[Information provided — start]

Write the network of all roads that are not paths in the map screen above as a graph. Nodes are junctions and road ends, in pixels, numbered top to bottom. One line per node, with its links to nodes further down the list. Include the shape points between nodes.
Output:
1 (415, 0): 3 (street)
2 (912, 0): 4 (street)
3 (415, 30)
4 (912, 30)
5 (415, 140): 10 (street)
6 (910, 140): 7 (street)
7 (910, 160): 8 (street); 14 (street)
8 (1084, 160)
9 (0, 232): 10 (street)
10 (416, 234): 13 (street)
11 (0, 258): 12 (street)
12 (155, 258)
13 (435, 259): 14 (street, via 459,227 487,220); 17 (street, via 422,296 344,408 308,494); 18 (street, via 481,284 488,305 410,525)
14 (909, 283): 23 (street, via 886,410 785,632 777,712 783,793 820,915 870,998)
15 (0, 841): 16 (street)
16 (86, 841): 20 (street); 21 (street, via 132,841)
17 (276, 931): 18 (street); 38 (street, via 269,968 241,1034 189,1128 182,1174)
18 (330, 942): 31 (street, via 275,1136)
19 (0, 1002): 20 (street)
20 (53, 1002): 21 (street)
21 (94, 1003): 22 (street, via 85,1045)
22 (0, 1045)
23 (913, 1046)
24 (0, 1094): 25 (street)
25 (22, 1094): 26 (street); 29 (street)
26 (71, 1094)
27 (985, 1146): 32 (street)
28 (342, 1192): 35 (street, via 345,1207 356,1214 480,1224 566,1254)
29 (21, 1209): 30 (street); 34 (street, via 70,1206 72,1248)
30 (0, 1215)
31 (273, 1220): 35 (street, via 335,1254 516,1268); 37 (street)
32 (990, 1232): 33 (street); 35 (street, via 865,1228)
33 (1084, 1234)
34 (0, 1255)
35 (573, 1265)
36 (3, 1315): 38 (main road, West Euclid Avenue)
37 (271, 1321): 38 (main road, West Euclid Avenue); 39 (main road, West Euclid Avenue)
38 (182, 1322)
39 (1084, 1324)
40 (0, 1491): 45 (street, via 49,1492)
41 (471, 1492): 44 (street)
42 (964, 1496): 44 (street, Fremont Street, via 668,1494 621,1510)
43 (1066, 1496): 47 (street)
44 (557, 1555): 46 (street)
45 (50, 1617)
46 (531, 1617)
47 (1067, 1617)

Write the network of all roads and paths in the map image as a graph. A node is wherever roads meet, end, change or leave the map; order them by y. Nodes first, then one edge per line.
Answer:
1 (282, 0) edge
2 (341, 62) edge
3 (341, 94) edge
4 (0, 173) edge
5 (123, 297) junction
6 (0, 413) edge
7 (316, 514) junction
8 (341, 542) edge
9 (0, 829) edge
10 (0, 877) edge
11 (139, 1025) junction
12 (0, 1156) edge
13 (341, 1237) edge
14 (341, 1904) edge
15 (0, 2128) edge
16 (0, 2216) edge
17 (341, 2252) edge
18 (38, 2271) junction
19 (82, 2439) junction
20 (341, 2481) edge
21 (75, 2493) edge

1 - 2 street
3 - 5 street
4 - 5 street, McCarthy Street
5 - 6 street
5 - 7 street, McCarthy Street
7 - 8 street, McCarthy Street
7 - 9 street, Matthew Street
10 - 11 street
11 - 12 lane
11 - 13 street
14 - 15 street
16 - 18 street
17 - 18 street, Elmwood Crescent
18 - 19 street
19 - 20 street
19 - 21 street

[Information provided — finish]

▶ [What you are asked to do] For each line above that includes "paths", copy the line.

▶ [Solved problem]
Write the network of all roads that are not paths in the map screen above as a graph. Nodes are junctions and road ends, in pixels, numbered top to bottom. One line per node, with its links to nodes further down the list. Include the shape points between nodes.
Write the network of all roads and paths in the map image as a graph. A node is wherever roads meet, end, change or leave the map; order them by y. Nodes first, then one edge per line.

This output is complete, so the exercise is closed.